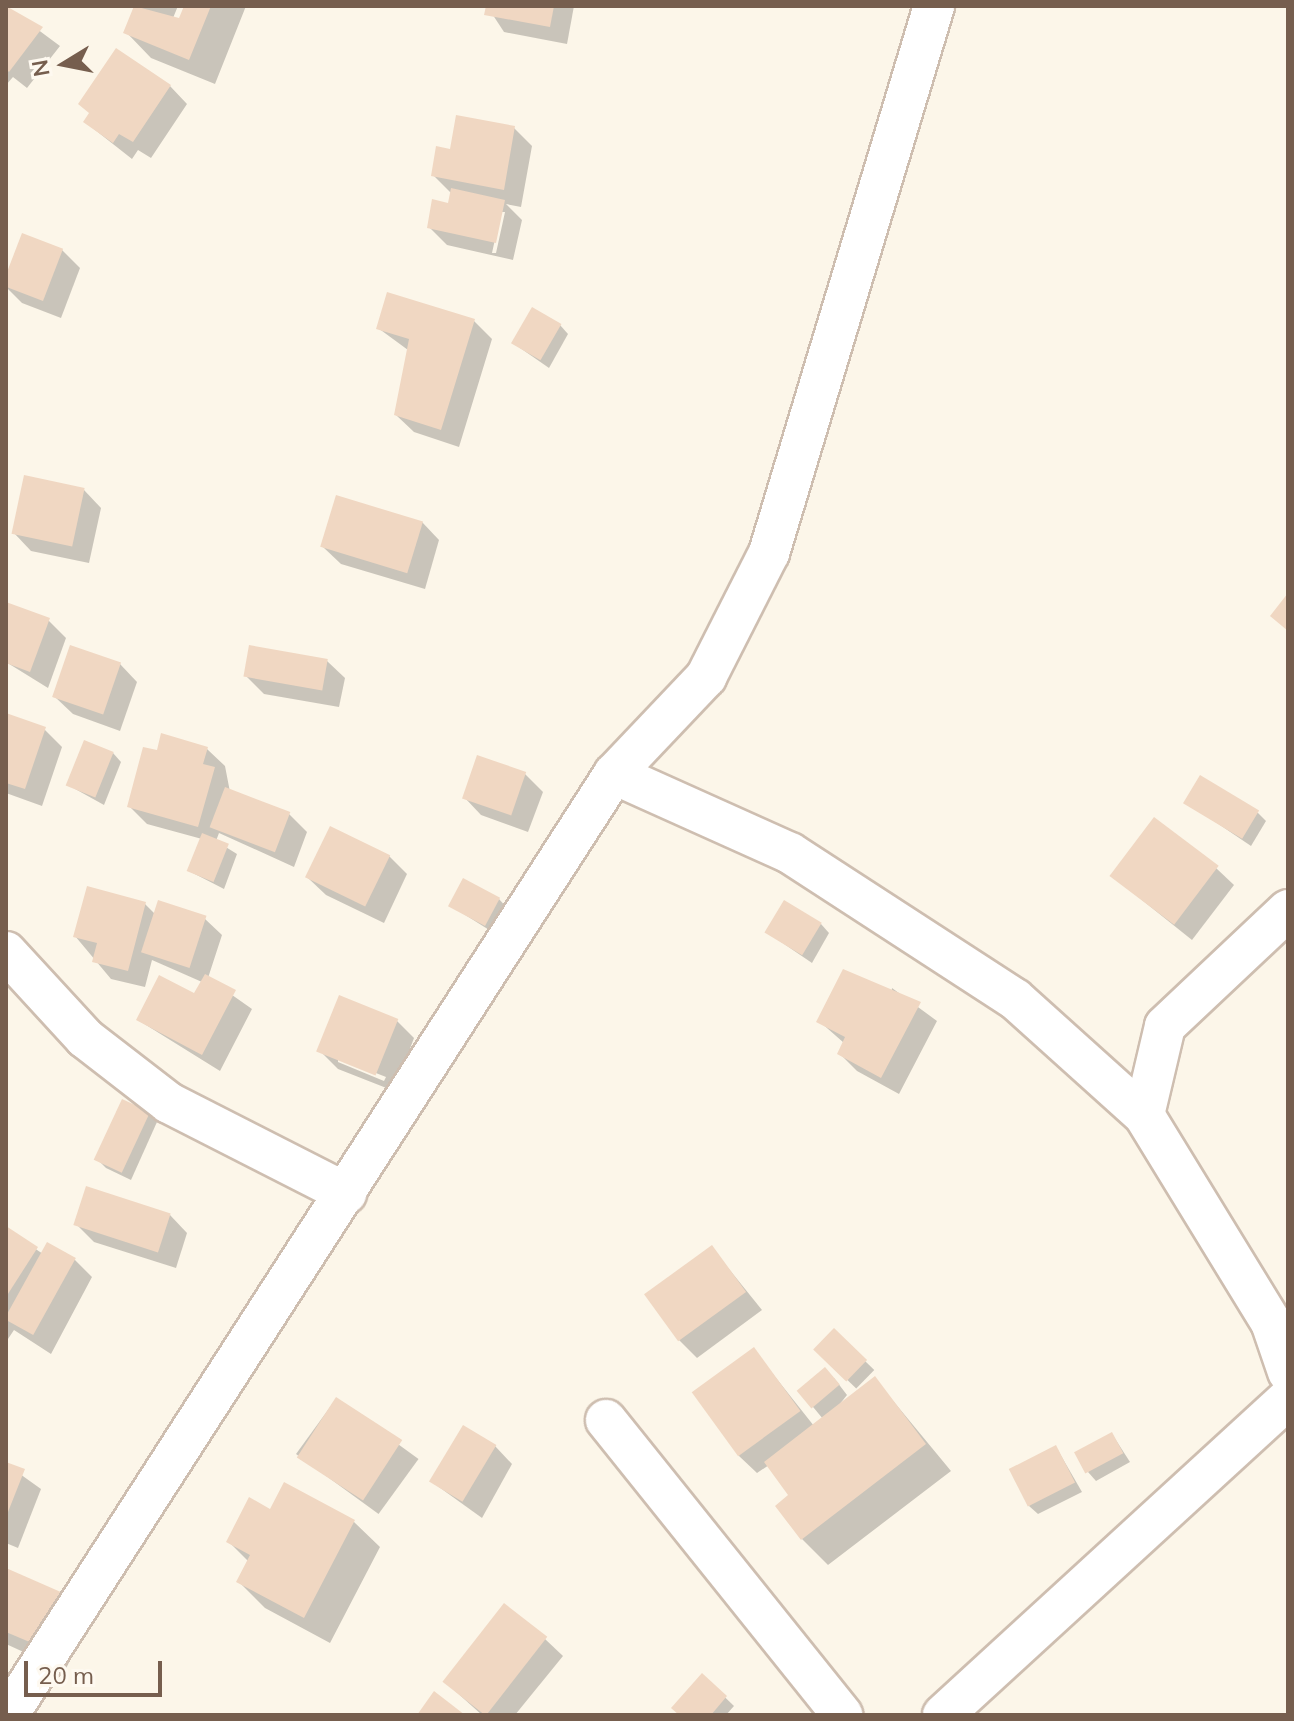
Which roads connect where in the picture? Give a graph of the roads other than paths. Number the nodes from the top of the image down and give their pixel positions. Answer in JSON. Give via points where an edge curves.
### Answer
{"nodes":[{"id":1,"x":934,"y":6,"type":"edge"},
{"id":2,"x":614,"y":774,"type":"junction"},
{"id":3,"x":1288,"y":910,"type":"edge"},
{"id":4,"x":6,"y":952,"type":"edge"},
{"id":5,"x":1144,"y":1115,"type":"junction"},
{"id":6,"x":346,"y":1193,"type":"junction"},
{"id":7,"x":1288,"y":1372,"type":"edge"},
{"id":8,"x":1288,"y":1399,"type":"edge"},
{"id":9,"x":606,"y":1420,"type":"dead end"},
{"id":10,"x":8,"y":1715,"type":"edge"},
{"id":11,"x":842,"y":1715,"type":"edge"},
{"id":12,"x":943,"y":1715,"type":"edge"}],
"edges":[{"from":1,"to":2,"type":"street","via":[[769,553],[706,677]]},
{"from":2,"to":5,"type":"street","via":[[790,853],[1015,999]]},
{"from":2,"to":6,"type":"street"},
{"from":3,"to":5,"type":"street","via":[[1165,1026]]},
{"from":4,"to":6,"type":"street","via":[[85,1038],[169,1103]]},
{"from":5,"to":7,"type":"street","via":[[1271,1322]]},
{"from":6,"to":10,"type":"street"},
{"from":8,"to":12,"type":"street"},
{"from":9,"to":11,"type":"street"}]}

...

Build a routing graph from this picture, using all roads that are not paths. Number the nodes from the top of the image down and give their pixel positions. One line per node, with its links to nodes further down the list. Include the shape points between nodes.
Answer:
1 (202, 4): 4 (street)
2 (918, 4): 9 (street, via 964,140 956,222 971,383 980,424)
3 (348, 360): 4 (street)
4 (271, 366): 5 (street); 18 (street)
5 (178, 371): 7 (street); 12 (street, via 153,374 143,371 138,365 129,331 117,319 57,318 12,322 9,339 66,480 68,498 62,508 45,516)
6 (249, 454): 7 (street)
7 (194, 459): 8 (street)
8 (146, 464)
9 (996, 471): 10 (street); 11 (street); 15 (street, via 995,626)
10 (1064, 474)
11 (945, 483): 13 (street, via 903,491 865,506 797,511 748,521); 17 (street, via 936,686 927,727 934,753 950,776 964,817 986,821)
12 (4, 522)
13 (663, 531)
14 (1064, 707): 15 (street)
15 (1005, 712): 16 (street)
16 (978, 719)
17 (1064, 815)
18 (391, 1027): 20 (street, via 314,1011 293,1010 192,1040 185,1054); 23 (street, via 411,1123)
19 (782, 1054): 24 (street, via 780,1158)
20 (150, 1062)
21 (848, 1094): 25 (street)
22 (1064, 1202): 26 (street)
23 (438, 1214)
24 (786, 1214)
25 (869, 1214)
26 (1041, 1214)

...

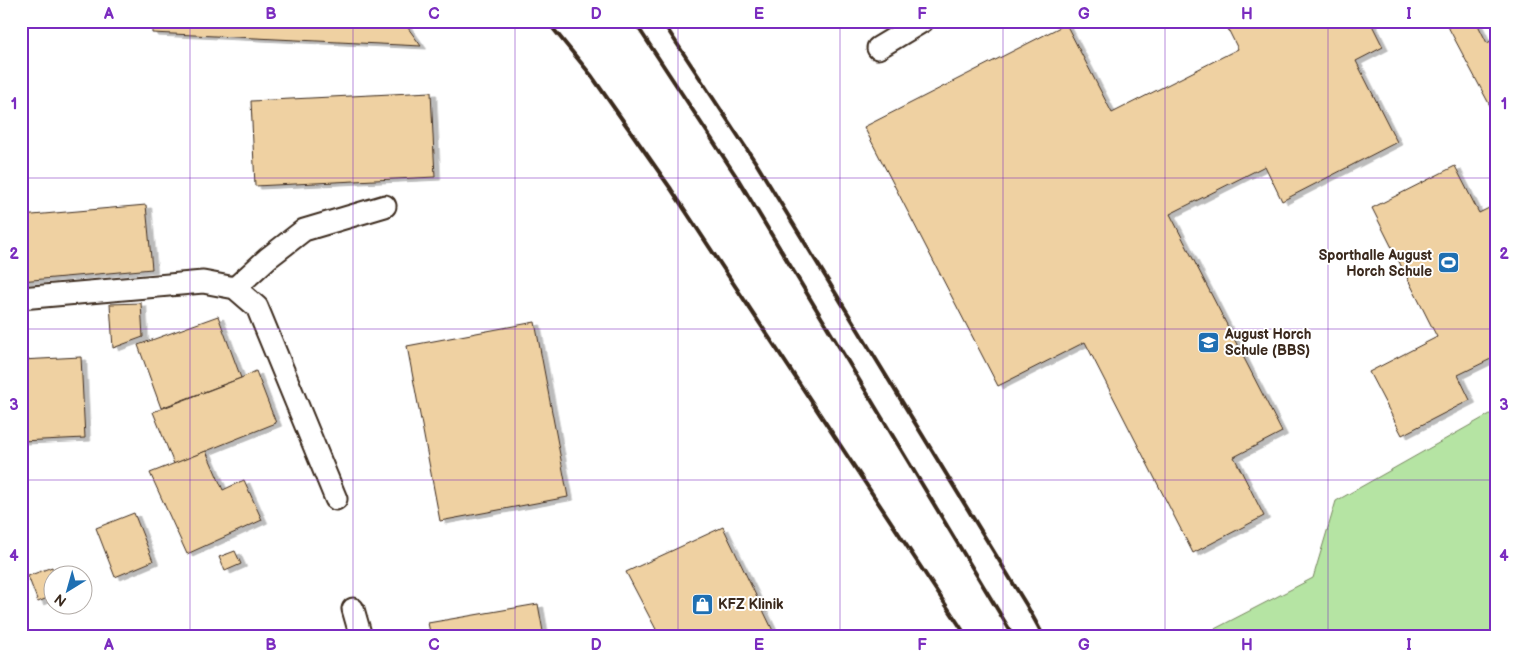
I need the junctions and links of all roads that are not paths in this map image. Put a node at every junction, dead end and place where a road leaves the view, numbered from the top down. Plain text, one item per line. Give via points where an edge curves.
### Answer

▸ What the exercise asks:
Reproduce each line above that contains "curves".

▸ Exercise solution:
Which roads connect where in the picture? Give a graph of the roads other than paths. Number the nodes from the top of the image down and give their pixel positions. Answer in JSON. Give via points where an edge curves.
I need the junctions and links of all roads that are not paths in this map image. Put a node at every junction, dead end and place where a road leaves the view, numbered from the top down. Plain text, one item per line. Give via points where an edge curves.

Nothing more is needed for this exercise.